Chapter Three, "Genre: History and Form," begins with a tremendous
quotation I cannot refrain from stealing:
When
I first came across Captain
Corelli's Mandolin, I was walking
down the Uxbridge Road in tears. As soon as I'd finished, I realized I
had just
read B-movie twaddle. Louis de Bernières [the author] managed to punch
every button. It was let's have nice Mediterranean peasants, nasty Nazis,
positive gay characters and two people who aren't allowed to shag for 500
pages. It's
Barbara Cartland and I bought it. You want to throw it across the room
with a smile of admiration on your face.
James Hawes (85)
The
italics are mine. Let s/he who has never felt exactly like that
cast the first stone. On one or two occasions Bloom repeats statements
he has
made in
Chapter One but in a perfectly forgivable way. I found his comments upon
genre stability and the conservatism of much writing engrossing. He has
looked at
the labels on shelves in bookshops and makes astute observations, although
he does not seem to be quite as dismayed as I am by them. Some writers
are forced into categories that pigeonhole them. "Most notable among
such writers was Catherine Cookson, who insisted she was a historical novelist
(i.e.
serious), not a women's romance writer (i.e. frivolous), although in most
bookshops her work was shelved under 'romance'." (87) Perhaps the
length of some of the quotes in this chapter is not entirely justified,
although they are
always extremely representative.

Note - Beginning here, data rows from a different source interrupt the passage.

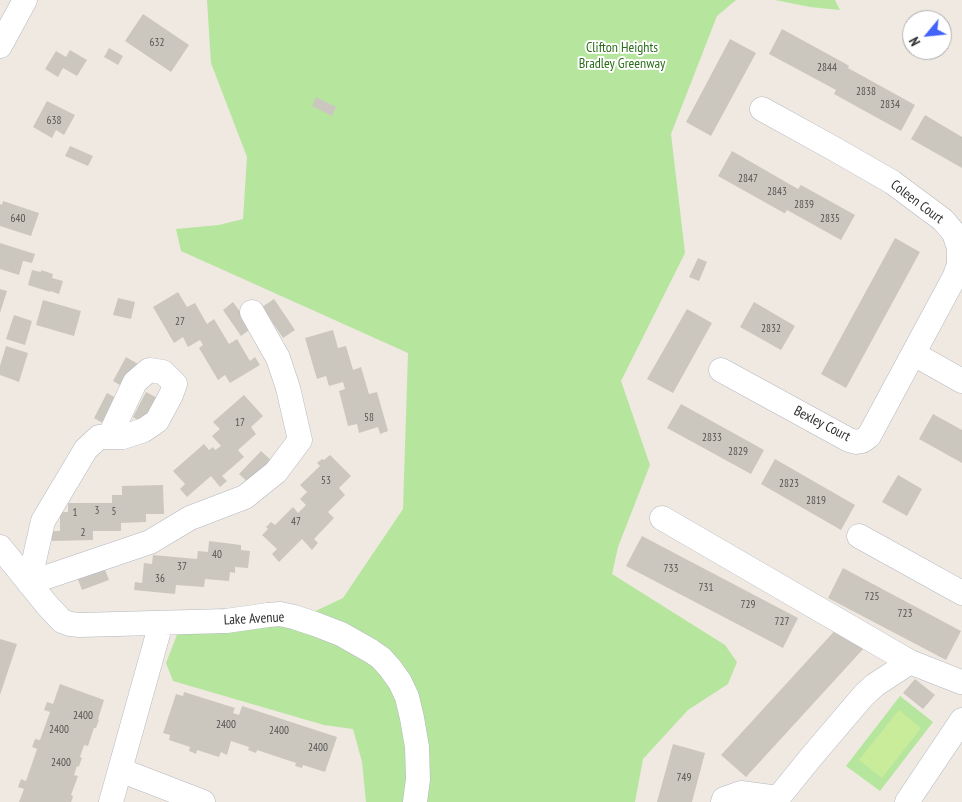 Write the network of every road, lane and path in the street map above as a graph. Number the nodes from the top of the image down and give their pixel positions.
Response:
1 (25, 0) edge
2 (0, 46) edge
3 (762, 109) dead end
4 (252, 312) dead end
5 (914, 354) junction
6 (721, 370) dead end
7 (962, 381) edge
8 (108, 437) dead end
9 (662, 518) dead end
10 (859, 536) dead end
11 (0, 546) edge
12 (29, 583) junction
13 (962, 592) edge
14 (161, 623) junction
15 (910, 662) junction
16 (962, 684) edge
17 (962, 720) edge
18 (120, 770) junction
19 (777, 800) edge
20 (111, 802) edge
21 (203, 802) edge
22 (415, 802) edge
23 (723, 802) edge
24 (906, 802) edge

1 - 2 street
3 - 5 street, Coleen Court
4 - 12 street
5 - 6 street, Bexley Court
5 - 7 street
8 - 12 street
9 - 15 street
10 - 13 street
11 - 12 street, Lake Avenue
12 - 14 street, Lake Avenue
14 - 18 street
14 - 22 street, Lake Avenue
15 - 16 street
15 - 19 street
17 - 24 street
18 - 20 street
18 - 21 street
19 - 23 street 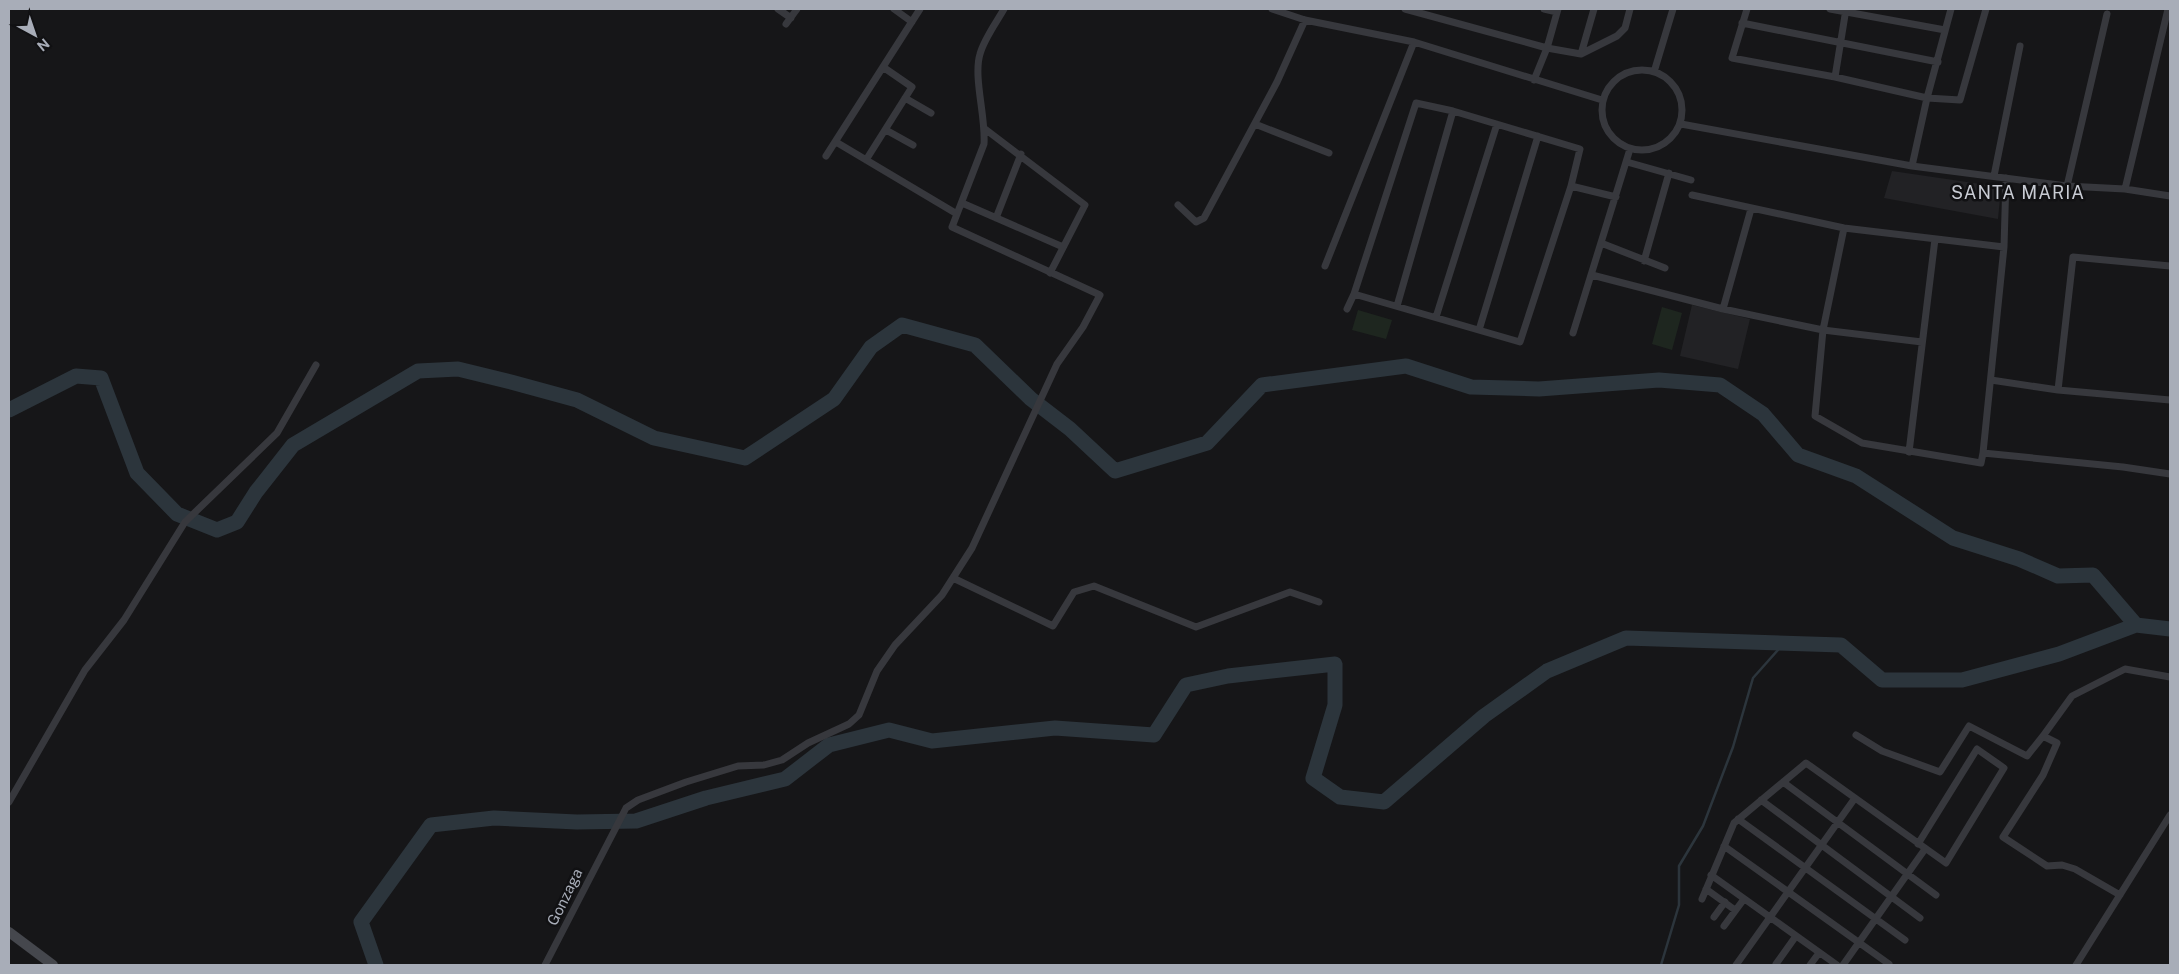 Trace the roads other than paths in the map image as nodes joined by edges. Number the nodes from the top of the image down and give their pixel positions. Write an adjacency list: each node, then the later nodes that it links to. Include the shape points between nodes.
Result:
1 (778, 9): 20 (street)
2 (797, 9): 20 (street)
3 (894, 9): 22 (street)
4 (920, 9): 22 (street)
5 (1004, 9): 44 (street, via 980,52 978,66)
6 (1272, 9): 21 (street)
7 (1405, 9): 29 (street)
8 (1544, 9): 17 (street)
9 (1594, 9): 30 (street)
10 (1630, 9): 30 (street, via 1625,28 1618,36)
11 (1673, 9): 33 (street)
12 (1747, 9): 23 (street)
13 (1830, 9): 18 (street)
14 (1951, 9): 25 (street)
15 (1986, 9): 37 (street, via 1960,100)
16 (2168, 9): 62 (street)
17 (1558, 10): 29 (street)
18 (1846, 10): 25 (street); 27 (street)
19 (2107, 14): 61 (street)
20 (791, 18): 24 (street)
21 (1305, 20): 26 (street); 41 (street)
22 (912, 22): 32 (street)
23 (1742, 23): 27 (street); 34 (street, via 1732,58)
24 (786, 24)
25 (1945, 30): 31 (street)
26 (1414, 42): 35 (street); 77 (street)
27 (1841, 42): 31 (street); 34 (street)
28 (2020, 46): 57 (street)
29 (1547, 48): 30 (street); 35 (street)
30 (1581, 54)
31 (1938, 62): 37 (street)
32 (883, 67): 36 (street, via 912,87); 47 (street)
33 (1654, 72): 38 (street, via 1630,72 1609,87); 43 (street, via 1675,86 1681,98)
34 (1835, 77): 37 (street)
35 (1534, 80): 38 (street)
36 (905, 98): 40 (street); 45 (street)
37 (1927, 98): 55 (street)
38 (1602, 100): 49 (street, via 1606,130 1617,143)
39 (1453, 111): 42 (street); 82 (street, via 1416,103); 83 (street)
40 (931, 113)
41 (1255, 124): 50 (street); 67 (street, via 1204,218 1196,222)
42 (1497, 124): 46 (street); 86 (street)
43 (1680, 124): 49 (street, via 1664,145 1647,151); 55 (street)
44 (985, 129): 51 (street); 66 (street, via 984,144)
45 (886, 130): 48 (street); 53 (street)
46 (1538, 136): 60 (street, via 1580,149); 87 (street)
47 (836, 142): 52 (street); 53 (street)
48 (913, 146)
49 (1630, 150): 54 (street)
50 (1329, 153)
51 (1020, 154): 70 (street); 74 (street, via 1085,205)
52 (826, 156)
53 (866, 160): 69 (street)
54 (1627, 162): 56 (street); 65 (street)
55 (1912, 166): 57 (street)
56 (1669, 173): 59 (street); 76 (street)
57 (1994, 176): 58 (street)
58 (2006, 178): 61 (street); 75 (street)
59 (1691, 180)
60 (1571, 186): 65 (street); 87 (street, via 1520,342)
61 (2067, 186): 62 (street)
62 (2125, 190): 64 (street)
63 (1692, 195): 68 (street)
64 (2170, 196)
65 (1616, 198): 73 (street)
66 (962, 202): 69 (street); 70 (street)
67 (1178, 205)
68 (1751, 209): 71 (street); 85 (street)
69 (957, 214): 80 (street, via 952,227)
70 (996, 218): 74 (street)
71 (1844, 228): 72 (street); 88 (street)
72 (1935, 239): 75 (street); 90 (street)
73 (1601, 243): 76 (street); 81 (street)
74 (1063, 247): 80 (street)
75 (2004, 247): 92 (street)
76 (1644, 261): 79 (street)
77 (1325, 266)
78 (2170, 266): 93 (street, via 2073,257)
79 (1664, 268)
80 (1050, 273): 98 (street, Gonzaga, via 1100,295 1058,364 972,548)
81 (1592, 275): 85 (street); 89 (street)
82 (1354, 294): 83 (street); 84 (street)
83 (1396, 306): 86 (street)
84 (1347, 309)
85 (1723, 309): 88 (street)
86 (1436, 317): 87 (street)
87 (1479, 330)
88 (1823, 330): 90 (street); 95 (street, via 1815,416 1862,443)
89 (1574, 333)
90 (1922, 342): 95 (street)
91 (316, 365): 106 (street, via 277,434 185,522 124,620 85,670)
92 (1990, 380): 93 (street); 96 (street)
93 (2058, 390): 94 (street)
94 (2170, 400)
95 (1909, 452): 96 (street, via 1981,463)
96 (1983, 453): 97 (street)
97 (2170, 474)
98 (953, 578): 99 (street, via 1053,626 1074,592 1094,586 1196,627 1290,592); 139 (street, Gonzaga, via 942,595 895,645 877,671 859,716 850,724 808,743 782,760 764,765 738,766 677,785 626,808)
99 (1319, 602)
100 (2170, 677): 102 (street, via 2124,669 2072,696)
101 (1856, 736): 102 (street, via 1882,750 1940,772 1969,726 2027,756)
102 (2043, 736): 120 (street, via 2057,743 2043,775 2003,837 2047,866 2062,865 2075,869)
103 (1783, 782): 104 (street, via 1806,763); 105 (street); 109 (street)
104 (1855, 798): 109 (street); 110 (street)
105 (1761, 800): 108 (street); 111 (street)
106 (9, 802)
107 (2170, 815): 120 (street)
108 (1738, 819): 112 (street); 114 (street)
109 (1838, 822): 111 (street); 115 (street)
110 (1918, 844): 113 (street); 113 (street, via 1976,749 2004,768 1946,863)
111 (1822, 845): 114 (street); 121 (street)
112 (1724, 846): 116 (street); 118 (street)
113 (1925, 849): 115 (street)
114 (1805, 868): 118 (street); 129 (street)
115 (1907, 874): 119 (street); 121 (street)
116 (1711, 875): 117 (street); 123 (street)
117 (1706, 889): 122 (street); 124 (street)
118 (1788, 892): 127 (street); 134 (street)
119 (1936, 895)
120 (2120, 895): 144 (street)
121 (1892, 896): 128 (street); 129 (street)
122 (1702, 899)
123 (1744, 899): 125 (street); 127 (street)
124 (1724, 902): 125 (street); 126 (street)
125 (1736, 910): 130 (street)
126 (1714, 917)
127 (1770, 917): 132 (street); 140 (street)
128 (1920, 918)
129 (1876, 919): 133 (street); 134 (street)
130 (1724, 926)
131 (9, 932): 138 (street)
132 (1796, 936): 135 (street); 136 (street)
133 (1904, 940)
134 (1859, 942): 137 (street); 143 (street)
135 (1819, 952): 141 (street); 142 (street)
136 (1776, 964)
137 (1889, 964)
138 (53, 965)
139 (545, 965)
140 (1736, 965)
141 (1810, 965)
142 (1837, 965)
143 (1844, 965)
144 (2076, 965)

Bloom is stronger on Mills and Boon than
on the Gothic (although he has written excellently about it elsewhere),
and he
addresses cult fiction too quickly, in my opinionmaybe because he
knows the reader can go back to his book Cult Fiction: Popular Reading
and Pulp Theory.
Chapter Four, "Best-selling Authors Since 1900," is the most important
part of the book, in every sense of the adjective. After three pages of introduction,
Bloom lists writers alphabetically, with a few titles and a short text for
each one. My regret here is that he contented himself with the birth and
death years. It would not have occupied that much more space if he had systematically
given the full dates and places of birth, along with the nationalities in
the
headings. As it is, some writers are given a birthplace in the text, others
aren't. And we are supposed to guess their nationality, which may be obvious
in the majority of case, but not all. It would have been helpful to be able
to spot the proportion of American authors at a glance, for instance. The
way one does, I looked first at the entries on all the writers I was familiar
with
(many of whom I read in my teens and not since): Edgar Rice Burroughs, Arthur
Conan Doyle, Agatha Christie, J. B. Priestley, P. G. Wodehouse, James Hadley
Chase, Peter Cheyney, A. J. Cronin, Daphne du Maurier, W. Somerset Maugham,
Margaret Mitchell, George Orwell, Mickey Spillane and J. R. R. Tolkien for
the first three periods distinguished by Bloom; Arthur C. Clarke, Jackie
Collins, Ian Fleming, Arthur Haley, Joseph Heller, D. H. Lawrence, Michael
Moorcock,
Harold Robbins, Jacqueline Susann for the fourth period; and Barbara Cartland,
Michael Crichton, Alex Garland, John Grisham, Thomas Harris, James Herbert,
P. D. James, Stephen King, Judith Krantz, Robert Ludlum, Colleen McCullough,
Ruth Rendell, Irvine Welsh, etc. for the last period. It is amusing to note
which of the lot are taught at universities around the globe today. One also
wonders at the surprising quantity of Science Fiction. Bloom's data-collecting
methods are unquestionably sound, even though the difficulty increases as
you go back in time; and I subscribe to most of the opinions expressed in
the texts,
even though I found conspicuous the absence of some titles in the selections
after the headings. The appendixes are uneven. That said, Bestsellers:
Popular Fiction Since 1900 is invaluable for university staff, students,
and the general reading public (of twentieth-century fiction).